Exercise requirements
For the records below, report how many lines include the string "Miho", leaving out everything except the number.

Task input
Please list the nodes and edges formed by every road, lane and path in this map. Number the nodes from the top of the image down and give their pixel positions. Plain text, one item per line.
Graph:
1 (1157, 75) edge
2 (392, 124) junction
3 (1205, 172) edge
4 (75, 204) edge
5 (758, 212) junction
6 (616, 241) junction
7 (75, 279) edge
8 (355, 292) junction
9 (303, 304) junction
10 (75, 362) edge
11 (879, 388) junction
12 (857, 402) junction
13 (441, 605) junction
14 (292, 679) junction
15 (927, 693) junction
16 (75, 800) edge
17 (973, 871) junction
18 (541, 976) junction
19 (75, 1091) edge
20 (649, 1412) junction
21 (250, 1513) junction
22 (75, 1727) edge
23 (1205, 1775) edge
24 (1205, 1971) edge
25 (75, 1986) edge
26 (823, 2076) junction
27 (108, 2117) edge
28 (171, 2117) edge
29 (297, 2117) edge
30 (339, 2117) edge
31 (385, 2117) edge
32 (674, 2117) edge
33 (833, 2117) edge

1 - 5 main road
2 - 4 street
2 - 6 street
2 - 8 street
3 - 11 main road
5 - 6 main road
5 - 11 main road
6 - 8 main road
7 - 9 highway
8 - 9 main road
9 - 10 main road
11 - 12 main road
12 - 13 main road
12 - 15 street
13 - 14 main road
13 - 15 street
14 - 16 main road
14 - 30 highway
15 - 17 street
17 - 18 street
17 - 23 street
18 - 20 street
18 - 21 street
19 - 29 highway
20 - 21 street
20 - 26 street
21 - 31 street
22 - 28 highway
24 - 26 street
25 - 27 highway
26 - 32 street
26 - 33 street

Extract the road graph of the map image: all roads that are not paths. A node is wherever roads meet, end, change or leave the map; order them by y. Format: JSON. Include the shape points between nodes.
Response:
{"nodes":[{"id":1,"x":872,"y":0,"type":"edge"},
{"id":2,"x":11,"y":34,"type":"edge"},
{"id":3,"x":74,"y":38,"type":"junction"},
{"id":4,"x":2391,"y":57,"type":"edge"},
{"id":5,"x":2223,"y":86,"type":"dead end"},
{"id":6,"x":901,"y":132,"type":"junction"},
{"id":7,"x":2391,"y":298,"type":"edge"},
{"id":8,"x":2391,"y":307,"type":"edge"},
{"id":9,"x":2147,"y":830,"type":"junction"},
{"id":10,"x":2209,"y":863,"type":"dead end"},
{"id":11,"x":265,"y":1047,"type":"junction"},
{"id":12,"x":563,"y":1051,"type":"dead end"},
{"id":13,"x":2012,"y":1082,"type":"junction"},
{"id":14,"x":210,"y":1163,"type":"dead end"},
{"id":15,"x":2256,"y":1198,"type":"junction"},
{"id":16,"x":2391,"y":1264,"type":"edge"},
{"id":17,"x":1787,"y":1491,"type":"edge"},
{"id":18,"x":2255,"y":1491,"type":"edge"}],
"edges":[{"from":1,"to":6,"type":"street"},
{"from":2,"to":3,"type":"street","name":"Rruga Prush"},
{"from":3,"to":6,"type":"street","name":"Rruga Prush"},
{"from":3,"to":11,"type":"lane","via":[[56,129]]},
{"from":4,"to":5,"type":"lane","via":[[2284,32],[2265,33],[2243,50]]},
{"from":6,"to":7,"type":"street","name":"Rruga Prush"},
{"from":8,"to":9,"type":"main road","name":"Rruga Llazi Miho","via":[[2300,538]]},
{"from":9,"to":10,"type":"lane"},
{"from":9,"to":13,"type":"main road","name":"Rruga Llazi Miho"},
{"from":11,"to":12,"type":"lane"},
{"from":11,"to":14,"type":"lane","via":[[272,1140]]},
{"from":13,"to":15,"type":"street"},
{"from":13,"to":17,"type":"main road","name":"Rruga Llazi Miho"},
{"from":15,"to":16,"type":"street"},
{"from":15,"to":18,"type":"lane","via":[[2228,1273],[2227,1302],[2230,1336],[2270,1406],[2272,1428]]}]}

Response for this exercise
3